【问题标题】:How do I generate sharp images Cifar-10如何生成清晰的图像 Cifar-10
【发布时间】:2017-07-21 15:36:40
【问题描述】:

我正在使用 tensorflow,并尝试在 Cifar-10 上可视化自动编码器的输入/输出。

我在这里关注这个答案:Why CIFAR-10 images are not displayed properly using matplotlib?
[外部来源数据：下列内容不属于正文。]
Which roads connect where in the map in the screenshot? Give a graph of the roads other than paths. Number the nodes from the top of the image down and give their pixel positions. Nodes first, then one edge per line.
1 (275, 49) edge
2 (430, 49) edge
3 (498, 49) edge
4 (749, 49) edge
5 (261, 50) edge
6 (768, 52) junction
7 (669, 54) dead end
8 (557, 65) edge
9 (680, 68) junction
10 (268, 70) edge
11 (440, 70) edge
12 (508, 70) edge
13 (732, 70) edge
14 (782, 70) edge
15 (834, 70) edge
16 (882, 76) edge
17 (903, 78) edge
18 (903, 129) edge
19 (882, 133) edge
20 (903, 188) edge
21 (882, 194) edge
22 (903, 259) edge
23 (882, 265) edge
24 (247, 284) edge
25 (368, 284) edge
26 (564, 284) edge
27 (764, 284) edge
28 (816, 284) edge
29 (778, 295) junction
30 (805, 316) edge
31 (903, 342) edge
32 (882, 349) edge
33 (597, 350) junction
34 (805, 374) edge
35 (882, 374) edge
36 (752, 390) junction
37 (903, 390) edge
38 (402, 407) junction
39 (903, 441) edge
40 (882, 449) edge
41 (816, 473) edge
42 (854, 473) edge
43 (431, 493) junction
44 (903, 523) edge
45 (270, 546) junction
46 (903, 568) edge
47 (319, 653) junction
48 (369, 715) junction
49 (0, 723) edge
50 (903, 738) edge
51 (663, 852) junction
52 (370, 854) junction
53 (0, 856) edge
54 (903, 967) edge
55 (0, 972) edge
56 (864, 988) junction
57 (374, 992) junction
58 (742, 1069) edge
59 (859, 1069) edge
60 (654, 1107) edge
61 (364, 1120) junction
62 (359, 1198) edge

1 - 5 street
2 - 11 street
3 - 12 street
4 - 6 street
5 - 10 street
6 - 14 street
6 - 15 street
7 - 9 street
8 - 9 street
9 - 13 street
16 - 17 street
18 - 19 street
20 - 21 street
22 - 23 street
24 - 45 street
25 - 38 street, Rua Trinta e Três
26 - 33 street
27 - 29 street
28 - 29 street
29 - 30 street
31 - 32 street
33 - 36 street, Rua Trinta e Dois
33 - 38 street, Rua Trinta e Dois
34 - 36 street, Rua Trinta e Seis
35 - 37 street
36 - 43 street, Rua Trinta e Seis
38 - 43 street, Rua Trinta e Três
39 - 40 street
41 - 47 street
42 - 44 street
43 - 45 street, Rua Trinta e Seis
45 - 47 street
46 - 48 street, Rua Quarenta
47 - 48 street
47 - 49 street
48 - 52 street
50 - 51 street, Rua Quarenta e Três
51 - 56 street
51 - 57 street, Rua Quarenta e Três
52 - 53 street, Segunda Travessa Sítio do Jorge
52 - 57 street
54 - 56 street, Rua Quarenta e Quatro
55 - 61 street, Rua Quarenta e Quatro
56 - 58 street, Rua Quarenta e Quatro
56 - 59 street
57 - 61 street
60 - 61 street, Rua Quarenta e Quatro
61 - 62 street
这是运行他们的代码稍作修改的结果(将 figsize 更改为 5,5):

但是,这仍然不如原始页面中的图像清晰:https://www.cs.toronto.edu/~kriz/cifar.html

我怎样才能做得更好?

【问题讨论】:

    标签: python python-2.7 numpy matplotlib tensorflow


    【解决方案1】:

    这里可能有两个问题:

    问题 1:

    看起来您的颜色通道(红色、绿色、蓝色)是混合的。这可以解释为什么颜色如此奇怪。如果是这种情况,您将需要交换阵列中的颜色通道,如下所示。

    import numpy as np
    import matplotlib.pyplot as plt
    from matplotlib.cbook import get_sample_data
    
    rgb_image = plt.imread(get_sample_data("grace_hopper.png", asfileobj=False))
    
    # correct color channels (R, G, B)
    plt.figure()
    plt.imshow(rgb_image)
    plt.axis('off')
    

    # swapped color channels (R, B, G)
    rgb_image = rgb_image[:, :, [0, 2, 1]]
    plt.figure()
    plt.imshow(rgb_image)
    plt.axis('off')
    

    问题 2:

    Matplotlib 的 plt.imshow 有一个关键字参数 interpolation,如果未指定,则默认为 None。 Matplotlib 然后参考您的本地样式表来确定默认的插值行为。根据您的样式表,这可能会导致应用插值,从而导致图像失真。请参阅documentation for imshow for more details

    如果你想保证 Matplotlib 不会对你的图像进行插值,你应该在 plt.imshow 中指定 interpolation="none"。这是令人困惑的,因为None 的默认 NoneType 值与"none" 的字符串值产生不同的行为。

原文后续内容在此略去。